Magda Barycz

Movies

The Appeal
Production Manager
It is one of the most stirring animated films in the history of animation. In a simple, but powerful way Czekala presents a horror that happened in concentration camps – prisoners’ dread, humiliation and lost humanity. The everyday roll-call ends tragically because of prisoners’ “insubordination” in this black and white film. The Roll-Call crossed borders of what can be presented or not in animation. It is sometimes interpreted as a response to the trend of allegorical and philosophical films that dominated in Polish animation in 1960s.
The Bird
Production Manager
A public toilet cleaner dreams of a bird seen in a cage at the exhibition. She lives a modest, austere life and saves money obsessively. On the day of the purchase, she takes the bird outside in a box and sets it free.

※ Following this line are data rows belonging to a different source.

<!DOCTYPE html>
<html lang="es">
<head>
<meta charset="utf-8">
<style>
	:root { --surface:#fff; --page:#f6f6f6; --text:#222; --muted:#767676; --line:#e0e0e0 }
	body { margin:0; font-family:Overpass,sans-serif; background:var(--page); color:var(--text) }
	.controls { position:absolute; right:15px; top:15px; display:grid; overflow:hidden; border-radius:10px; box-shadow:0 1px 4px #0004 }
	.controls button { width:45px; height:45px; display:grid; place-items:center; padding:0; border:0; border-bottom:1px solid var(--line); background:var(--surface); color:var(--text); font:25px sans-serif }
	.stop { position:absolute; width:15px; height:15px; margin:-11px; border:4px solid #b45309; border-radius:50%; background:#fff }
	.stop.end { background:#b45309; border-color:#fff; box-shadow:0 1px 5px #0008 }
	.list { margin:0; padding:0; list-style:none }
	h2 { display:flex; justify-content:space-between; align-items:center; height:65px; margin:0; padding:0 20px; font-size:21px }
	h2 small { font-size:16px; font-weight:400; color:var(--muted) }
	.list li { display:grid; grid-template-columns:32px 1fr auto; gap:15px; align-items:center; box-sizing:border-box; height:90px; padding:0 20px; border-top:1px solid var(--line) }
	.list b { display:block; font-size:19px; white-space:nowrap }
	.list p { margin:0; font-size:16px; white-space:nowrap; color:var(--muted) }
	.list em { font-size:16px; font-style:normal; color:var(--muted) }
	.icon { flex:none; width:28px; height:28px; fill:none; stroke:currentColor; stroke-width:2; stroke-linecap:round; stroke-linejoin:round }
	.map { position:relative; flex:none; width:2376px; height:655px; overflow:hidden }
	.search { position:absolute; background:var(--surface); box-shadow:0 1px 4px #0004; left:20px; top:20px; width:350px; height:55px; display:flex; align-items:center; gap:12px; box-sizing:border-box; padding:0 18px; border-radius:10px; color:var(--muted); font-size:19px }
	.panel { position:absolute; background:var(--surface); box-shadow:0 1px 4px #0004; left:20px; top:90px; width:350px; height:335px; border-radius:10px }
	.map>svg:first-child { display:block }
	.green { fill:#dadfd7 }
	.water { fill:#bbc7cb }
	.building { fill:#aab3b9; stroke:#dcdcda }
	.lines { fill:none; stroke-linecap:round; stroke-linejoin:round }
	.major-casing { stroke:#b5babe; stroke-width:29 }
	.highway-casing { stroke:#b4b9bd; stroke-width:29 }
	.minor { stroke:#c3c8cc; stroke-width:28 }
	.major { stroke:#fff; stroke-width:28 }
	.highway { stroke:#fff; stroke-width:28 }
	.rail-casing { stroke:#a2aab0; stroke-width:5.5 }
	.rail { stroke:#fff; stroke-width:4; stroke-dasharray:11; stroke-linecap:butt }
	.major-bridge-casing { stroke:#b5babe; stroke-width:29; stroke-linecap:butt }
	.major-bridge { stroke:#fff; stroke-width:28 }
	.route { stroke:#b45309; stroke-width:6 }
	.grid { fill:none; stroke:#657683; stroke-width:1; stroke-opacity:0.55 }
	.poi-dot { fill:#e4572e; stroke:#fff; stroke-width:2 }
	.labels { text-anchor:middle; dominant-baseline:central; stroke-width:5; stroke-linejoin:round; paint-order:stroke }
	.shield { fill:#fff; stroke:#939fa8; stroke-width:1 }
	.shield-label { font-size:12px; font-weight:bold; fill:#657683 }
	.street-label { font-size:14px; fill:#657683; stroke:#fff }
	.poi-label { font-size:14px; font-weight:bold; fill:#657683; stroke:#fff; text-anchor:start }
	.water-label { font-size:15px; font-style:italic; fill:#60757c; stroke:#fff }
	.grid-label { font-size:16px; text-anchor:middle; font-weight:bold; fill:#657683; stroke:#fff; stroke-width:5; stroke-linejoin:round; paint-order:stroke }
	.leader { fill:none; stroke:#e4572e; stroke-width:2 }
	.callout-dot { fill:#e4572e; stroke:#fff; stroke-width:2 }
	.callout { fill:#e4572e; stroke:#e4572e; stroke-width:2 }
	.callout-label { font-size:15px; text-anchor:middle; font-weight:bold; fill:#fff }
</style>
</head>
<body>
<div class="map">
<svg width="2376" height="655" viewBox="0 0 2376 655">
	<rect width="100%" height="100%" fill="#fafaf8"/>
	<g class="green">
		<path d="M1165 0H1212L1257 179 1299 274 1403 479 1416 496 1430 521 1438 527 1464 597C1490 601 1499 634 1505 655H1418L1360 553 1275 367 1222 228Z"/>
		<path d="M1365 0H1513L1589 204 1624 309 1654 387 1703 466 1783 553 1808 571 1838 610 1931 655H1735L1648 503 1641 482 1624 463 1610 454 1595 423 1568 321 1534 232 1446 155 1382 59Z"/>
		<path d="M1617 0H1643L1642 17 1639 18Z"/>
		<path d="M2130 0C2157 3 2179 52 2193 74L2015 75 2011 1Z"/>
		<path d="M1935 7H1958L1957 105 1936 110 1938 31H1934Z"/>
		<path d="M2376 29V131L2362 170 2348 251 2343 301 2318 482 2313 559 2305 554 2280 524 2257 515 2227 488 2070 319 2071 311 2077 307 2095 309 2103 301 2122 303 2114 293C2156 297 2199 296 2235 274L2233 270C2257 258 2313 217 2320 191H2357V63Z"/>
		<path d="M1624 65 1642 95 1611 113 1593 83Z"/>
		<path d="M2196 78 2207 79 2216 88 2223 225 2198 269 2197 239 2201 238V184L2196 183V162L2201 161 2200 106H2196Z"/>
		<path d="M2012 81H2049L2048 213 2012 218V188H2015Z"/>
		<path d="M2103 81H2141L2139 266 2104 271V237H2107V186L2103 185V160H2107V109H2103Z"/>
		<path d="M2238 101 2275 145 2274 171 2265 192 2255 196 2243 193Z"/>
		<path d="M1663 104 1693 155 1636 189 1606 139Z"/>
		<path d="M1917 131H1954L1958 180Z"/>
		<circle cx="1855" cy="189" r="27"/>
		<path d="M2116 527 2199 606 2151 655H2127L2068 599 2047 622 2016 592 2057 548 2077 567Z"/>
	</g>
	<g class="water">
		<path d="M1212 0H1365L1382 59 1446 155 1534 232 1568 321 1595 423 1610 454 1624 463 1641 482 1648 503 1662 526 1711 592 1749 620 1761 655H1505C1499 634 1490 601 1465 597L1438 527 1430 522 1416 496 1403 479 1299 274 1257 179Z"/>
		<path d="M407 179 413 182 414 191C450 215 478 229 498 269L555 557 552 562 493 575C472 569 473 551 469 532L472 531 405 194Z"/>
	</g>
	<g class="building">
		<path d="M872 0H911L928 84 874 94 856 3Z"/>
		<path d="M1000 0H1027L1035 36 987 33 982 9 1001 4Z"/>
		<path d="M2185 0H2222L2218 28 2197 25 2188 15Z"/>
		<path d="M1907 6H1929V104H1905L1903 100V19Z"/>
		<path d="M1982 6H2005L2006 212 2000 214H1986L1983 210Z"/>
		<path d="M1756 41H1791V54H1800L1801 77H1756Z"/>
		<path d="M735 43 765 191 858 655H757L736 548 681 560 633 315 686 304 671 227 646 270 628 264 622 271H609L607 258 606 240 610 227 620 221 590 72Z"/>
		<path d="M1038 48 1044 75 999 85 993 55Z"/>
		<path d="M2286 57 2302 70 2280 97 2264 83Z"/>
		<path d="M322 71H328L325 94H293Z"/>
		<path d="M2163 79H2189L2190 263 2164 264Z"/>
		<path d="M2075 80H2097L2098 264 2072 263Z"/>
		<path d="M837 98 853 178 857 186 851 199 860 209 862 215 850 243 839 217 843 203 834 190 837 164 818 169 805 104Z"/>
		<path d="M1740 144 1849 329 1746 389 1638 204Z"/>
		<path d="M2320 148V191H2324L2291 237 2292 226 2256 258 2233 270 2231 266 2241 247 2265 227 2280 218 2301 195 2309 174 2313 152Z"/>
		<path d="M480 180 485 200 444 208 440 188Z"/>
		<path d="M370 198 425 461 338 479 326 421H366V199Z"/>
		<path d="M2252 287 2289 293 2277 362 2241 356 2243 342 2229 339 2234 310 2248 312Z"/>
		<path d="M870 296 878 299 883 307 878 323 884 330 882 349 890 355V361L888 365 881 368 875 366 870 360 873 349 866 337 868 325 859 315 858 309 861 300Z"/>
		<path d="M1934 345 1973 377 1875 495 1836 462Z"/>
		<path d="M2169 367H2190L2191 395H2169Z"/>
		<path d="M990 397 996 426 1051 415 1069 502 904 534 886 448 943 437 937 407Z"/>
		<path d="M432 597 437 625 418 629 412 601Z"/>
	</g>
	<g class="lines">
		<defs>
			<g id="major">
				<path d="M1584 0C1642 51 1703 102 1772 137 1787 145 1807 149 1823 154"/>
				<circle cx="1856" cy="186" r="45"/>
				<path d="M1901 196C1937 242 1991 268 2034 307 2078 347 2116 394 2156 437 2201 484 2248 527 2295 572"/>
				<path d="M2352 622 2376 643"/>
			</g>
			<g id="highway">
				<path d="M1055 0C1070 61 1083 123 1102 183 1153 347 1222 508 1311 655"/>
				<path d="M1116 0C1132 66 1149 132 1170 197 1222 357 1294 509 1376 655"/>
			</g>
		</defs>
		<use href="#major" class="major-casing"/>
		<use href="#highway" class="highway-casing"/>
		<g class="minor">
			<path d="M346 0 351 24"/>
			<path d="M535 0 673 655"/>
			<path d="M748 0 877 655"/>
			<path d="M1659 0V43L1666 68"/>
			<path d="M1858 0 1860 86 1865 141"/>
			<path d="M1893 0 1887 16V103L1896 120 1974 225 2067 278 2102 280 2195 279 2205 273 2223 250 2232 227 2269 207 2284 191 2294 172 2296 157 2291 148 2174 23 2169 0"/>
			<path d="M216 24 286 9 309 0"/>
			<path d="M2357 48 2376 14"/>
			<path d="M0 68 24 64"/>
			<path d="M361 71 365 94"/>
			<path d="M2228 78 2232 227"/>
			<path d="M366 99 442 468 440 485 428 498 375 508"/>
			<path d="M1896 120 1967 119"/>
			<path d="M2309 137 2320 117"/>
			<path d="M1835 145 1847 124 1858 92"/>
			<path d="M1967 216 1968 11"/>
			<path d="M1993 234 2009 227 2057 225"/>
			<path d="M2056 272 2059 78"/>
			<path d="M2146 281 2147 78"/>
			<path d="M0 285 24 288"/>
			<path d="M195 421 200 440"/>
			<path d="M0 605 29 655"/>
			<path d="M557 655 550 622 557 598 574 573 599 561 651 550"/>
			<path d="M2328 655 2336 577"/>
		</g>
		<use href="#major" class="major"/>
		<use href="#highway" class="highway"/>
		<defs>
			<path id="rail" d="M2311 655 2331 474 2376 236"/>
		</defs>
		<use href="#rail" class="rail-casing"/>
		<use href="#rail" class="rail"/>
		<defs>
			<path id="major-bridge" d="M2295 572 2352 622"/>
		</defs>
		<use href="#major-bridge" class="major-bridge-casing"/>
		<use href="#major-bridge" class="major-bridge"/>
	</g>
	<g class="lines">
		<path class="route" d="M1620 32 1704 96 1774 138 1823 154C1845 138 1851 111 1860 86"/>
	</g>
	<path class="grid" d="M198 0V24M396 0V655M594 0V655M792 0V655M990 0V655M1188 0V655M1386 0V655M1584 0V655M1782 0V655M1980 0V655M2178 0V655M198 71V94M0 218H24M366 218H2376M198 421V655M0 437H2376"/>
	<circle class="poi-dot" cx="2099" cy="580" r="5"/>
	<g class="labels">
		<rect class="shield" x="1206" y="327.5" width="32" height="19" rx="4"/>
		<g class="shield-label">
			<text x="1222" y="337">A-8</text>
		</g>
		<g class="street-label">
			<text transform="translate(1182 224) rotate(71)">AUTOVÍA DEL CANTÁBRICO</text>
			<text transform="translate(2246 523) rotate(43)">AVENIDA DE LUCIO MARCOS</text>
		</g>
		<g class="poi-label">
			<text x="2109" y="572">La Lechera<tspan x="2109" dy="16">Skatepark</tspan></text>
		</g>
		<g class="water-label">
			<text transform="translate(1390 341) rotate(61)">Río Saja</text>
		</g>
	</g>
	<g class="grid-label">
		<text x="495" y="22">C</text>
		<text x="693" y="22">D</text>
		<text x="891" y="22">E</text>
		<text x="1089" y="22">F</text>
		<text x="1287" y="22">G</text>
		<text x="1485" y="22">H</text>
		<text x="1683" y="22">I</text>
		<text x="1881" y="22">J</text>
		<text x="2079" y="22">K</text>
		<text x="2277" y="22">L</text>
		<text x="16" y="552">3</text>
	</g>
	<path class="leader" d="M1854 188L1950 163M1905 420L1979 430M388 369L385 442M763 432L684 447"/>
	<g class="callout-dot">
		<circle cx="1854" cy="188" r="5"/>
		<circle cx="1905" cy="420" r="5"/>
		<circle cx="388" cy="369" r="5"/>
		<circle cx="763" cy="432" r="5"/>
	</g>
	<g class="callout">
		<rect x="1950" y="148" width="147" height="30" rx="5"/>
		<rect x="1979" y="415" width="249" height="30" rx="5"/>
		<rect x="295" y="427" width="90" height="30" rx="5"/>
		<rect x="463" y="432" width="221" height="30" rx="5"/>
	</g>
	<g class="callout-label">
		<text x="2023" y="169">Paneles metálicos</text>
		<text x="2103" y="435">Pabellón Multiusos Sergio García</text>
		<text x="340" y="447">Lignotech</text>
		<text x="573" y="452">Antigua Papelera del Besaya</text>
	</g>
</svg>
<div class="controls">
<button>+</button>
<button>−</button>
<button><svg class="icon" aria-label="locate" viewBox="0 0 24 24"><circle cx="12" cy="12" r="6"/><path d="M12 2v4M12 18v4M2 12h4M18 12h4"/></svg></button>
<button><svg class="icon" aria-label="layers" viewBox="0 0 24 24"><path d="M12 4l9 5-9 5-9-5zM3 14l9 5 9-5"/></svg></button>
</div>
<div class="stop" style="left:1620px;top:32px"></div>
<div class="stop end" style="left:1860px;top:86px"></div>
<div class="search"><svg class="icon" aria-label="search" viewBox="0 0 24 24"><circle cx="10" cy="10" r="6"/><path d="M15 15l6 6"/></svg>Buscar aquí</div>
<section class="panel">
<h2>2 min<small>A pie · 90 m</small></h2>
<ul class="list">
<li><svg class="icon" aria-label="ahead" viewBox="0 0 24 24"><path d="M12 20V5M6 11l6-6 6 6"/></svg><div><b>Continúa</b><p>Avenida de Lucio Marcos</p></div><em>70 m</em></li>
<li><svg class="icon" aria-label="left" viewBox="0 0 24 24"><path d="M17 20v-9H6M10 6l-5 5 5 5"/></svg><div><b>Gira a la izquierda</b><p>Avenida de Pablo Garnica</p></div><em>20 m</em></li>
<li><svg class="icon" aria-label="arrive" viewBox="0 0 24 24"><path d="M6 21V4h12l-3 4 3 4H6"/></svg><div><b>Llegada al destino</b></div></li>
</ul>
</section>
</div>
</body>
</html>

Threnody for The Death of a Horse
Production Manager
A viewer sees how a picture of a horse appears on a white sheet of paper. The horse emerges from successive traces of a black felt-tip pen. The horse is shown in various positions and fragmentary close-ups. It also takes on a disturbing abstract shape of a transparent huddled creature. It looks dead with its lack of limbs, visible ribs and deep eye sockets. It evokes associations with horses who were victims of hostilities. Its contours are blurring. It falls apart. The animated film for adults directed by Jan Tkaczyk, the cinematographer of several dozen animated films. The director used drawings by Barbara Jonscher, a Polish painter and cartoonist, from the ‘Arsenal’ generation. The context of her works often refers to literary works. The series of horse drawings was inspired by Bertold Brecht's poems with anti-war meaning. Andrzej Kurylewicz is the author of jazz music in this film.
Labyrinth
Production Manager
A self-consciously Kafkaesque tale of a winged lonely man literally devoured by totalitarian rule.